The coronavirus has wreaked havoc across the nation, leaving local and state governments to take action to slow the spread. From restrictions to essential services to required safety protocols, every aspect of American life has been affected, including the courts. With no clear guidance on how to continue to operate court proceedings, courts across the country have taken several different approaches, ranging from almost total shutdowns of the court functions, to virtually no changes in the day-to-day procedures and operations.
According to the Center for American Progress, the response package passed by Congress has helped to support U.S. courthouses to a point, but since most pertain to the federal level, more needs to be done. With the constitutional rights of those awaiting their trial or currently incarcerated hanging in the balance, the state-level courts need to set protocols.
How have the courts have responded
While the response of courts across the country has varied, the majority have restricted access to the court building, postponed trials and hearings, and used remote technology when possible. At both the federal and state level, there have been postponements of oral arguments with no specific plan to reschedule, a widespread delay of trials, a delay in arrests, and the issuance of citations for more minor offenses instead of arrests. The result in many cases has been to leave the incarcerated often awaiting trial in limbo, with their right to a speedy trial no longer an option.
A delay of justice
For inmates like Jose Javier Rivera Bernard, the dilemma means delayed justice and a long time waiting in federal prison to be able to defend himself. Bernard was presented with two options for the Fourth Amendment argument regarding his court case. He can have the suppression hearing held virtually, or he can stay locked up and wait for a new date, which could be several months out if the virus numbers continue to rise. For Bernard, the virtual hearing was not an option, as it would not allow his lawyer to challenge the credibility of government witnesses.
The situation was summed up best by a Bloomberg Law quote from attorney Michael Diamonstein. “Courts are overwhelmed, and they don’t know how to react. The tried and true method is ‘keep everyone in jail and we’ll sort it out.’”
Speedy trials no longer guaranteed
With judges issuing blanket orders to suspend the speedy trial requirements, the focus of many defense attorneys has become to get their clients out of jail while they await their trial. The days of attorneys are filled with filing forms for bail, and compassionate release as the conditions in detention facilities get worse and have become hotspots for the virus. While courts have responded by allowing bond in more options and increasing the use of electronic monitoring instead of incarceration, there are still many who cannot afford bail and are languishing in jail. Unfortunately, they wait with no clue as to when they will receive their day in court.
The effect on case preparation and trial
Another major concern for defense attorneys and their clients is the hindrance that restrictions have put on them when it comes to prepping for an upcoming case and presenting a case at trial if they are given one. With communication primarily by phone or video conference, it is difficult for attorneys to review documents and evidence, and even build trust with their clients.

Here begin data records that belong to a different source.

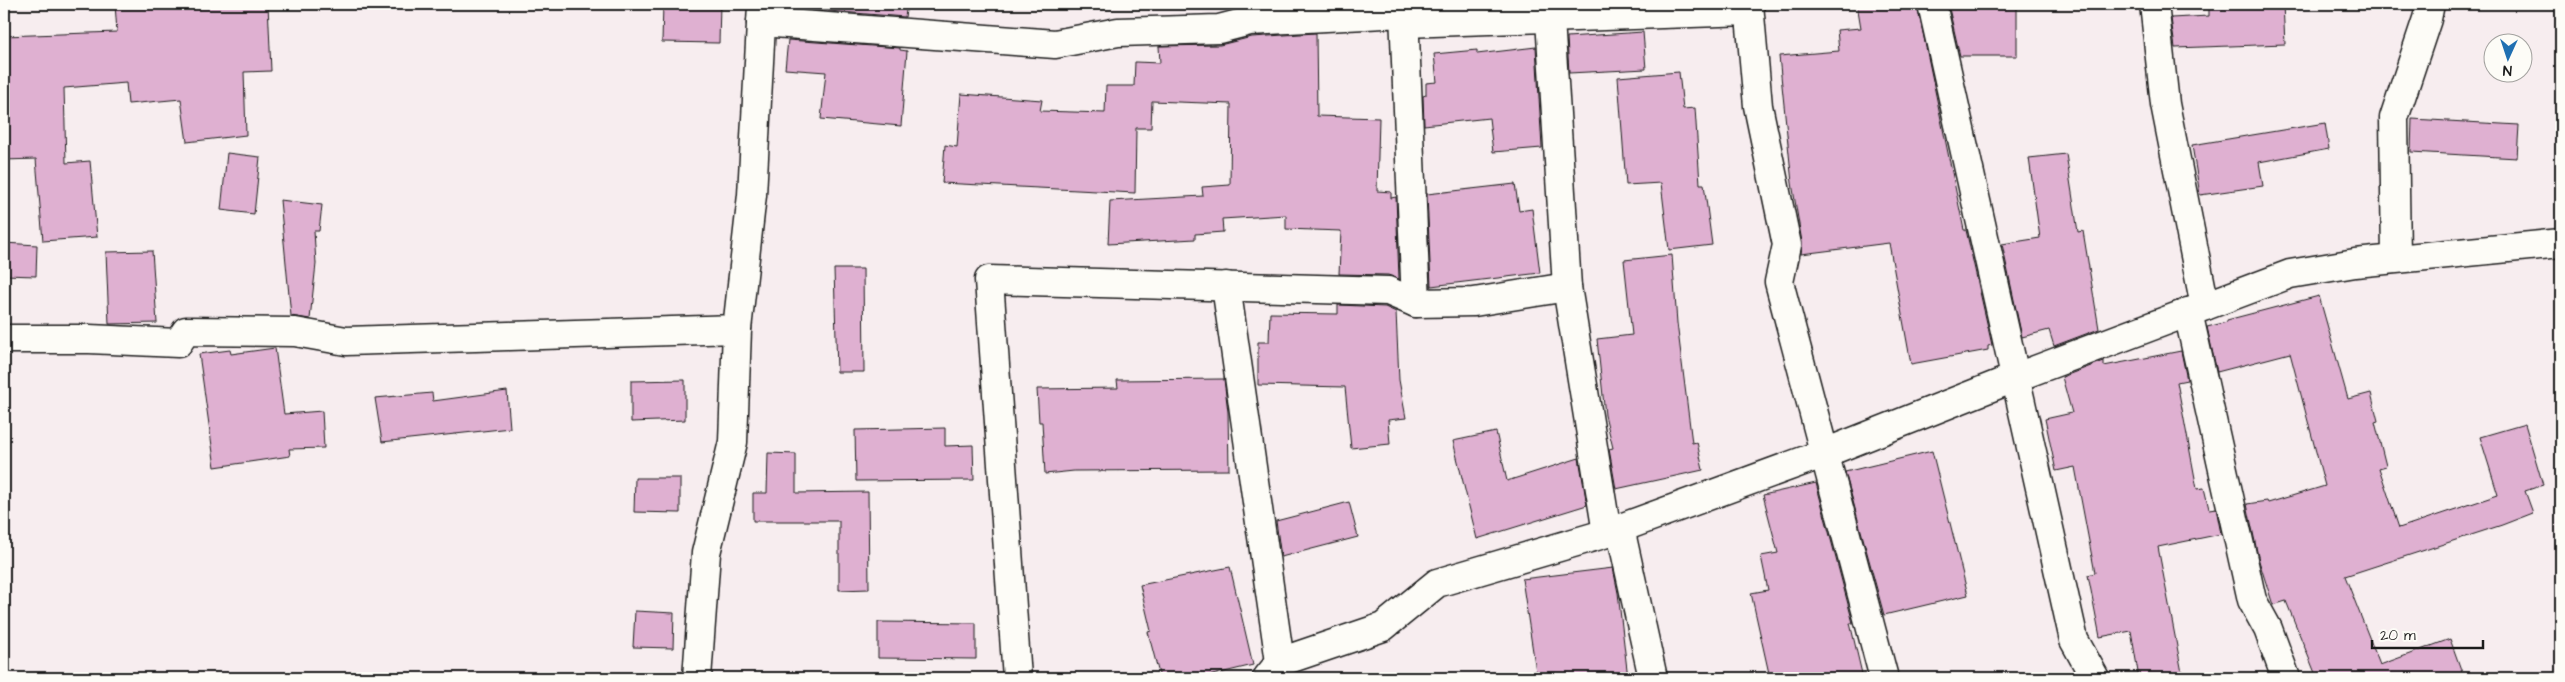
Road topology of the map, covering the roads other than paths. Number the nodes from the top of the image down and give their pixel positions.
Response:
1 (1932, 4) edge
2 (2154, 4) edge
3 (2430, 4) edge
4 (1749, 7) edge
5 (1550, 11) edge
6 (762, 13) edge
7 (1405, 23) junction
8 (2561, 243) edge
9 (2396, 258) junction
10 (1226, 286) junction
11 (1567, 287) junction
12 (1416, 303) junction
13 (2196, 309) junction
14 (737, 329) junction
15 (4, 339) edge
16 (2014, 378) junction
17 (1825, 453) junction
18 (1614, 531) junction
19 (1274, 670) edge
20 (697, 678) edge
21 (1017, 678) edge
22 (1653, 678) edge
23 (1884, 678) edge
24 (2094, 678) edge
25 (2286, 678) edge

1 - 16 street
2 - 13 street
3 - 9 street
4 - 5 street
4 - 17 street
5 - 7 street
5 - 11 street
6 - 7 street
6 - 14 street
7 - 12 street
8 - 9 street
9 - 13 street
10 - 12 street
10 - 19 street
10 - 21 street
11 - 12 street
11 - 18 street
13 - 16 street
13 - 25 street
14 - 15 street
14 - 20 street
16 - 17 street
16 - 24 street
17 - 18 street
17 - 23 street
18 - 19 street
18 - 22 street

In states where trials have been delayed, if one does get their day in court during the midst of the pandemic, the new protocols can lead to significant problems when trying a case. Attorneys will need to find ways to confer with their clients from a safe distance, even when discussing confidential matters. Jury composition could be affected as courts are having to issue more summons to account for more absences due to illness and other issues that have arisen since the pandemic has started. Those areas and demographics most affected by COVID-19 are expected to be less likely to be able to serve, meaning that jury pools could be skewed until the virus numbers are brought under control.

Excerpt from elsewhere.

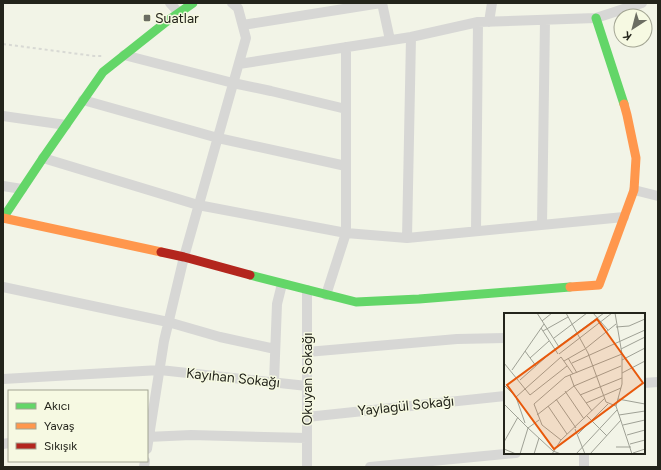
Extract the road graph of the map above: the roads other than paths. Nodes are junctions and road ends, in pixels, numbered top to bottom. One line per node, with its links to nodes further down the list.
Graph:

Even the requirement of wearing masks posses a significant problem when trying a case as it will bring up some of the same issues that hinder remote proceedings. Facial expressions and mannerisms are important for attorneys to convey during court and also important for jurors, attorneys, and judges to see when witnesses testify. The ability to judge credibility and truth can be greatly hindered when facial expressions are removed from the scenario.
From the suspension of the right to a speedy trial, to unsafe conditions in jails when awaiting trial, to trial practices that can hinder a fair judgment and outcome, the chaos of COVID is not only affecting the courts but also the constitutional rights of the accused that are the foundation of the American justice system.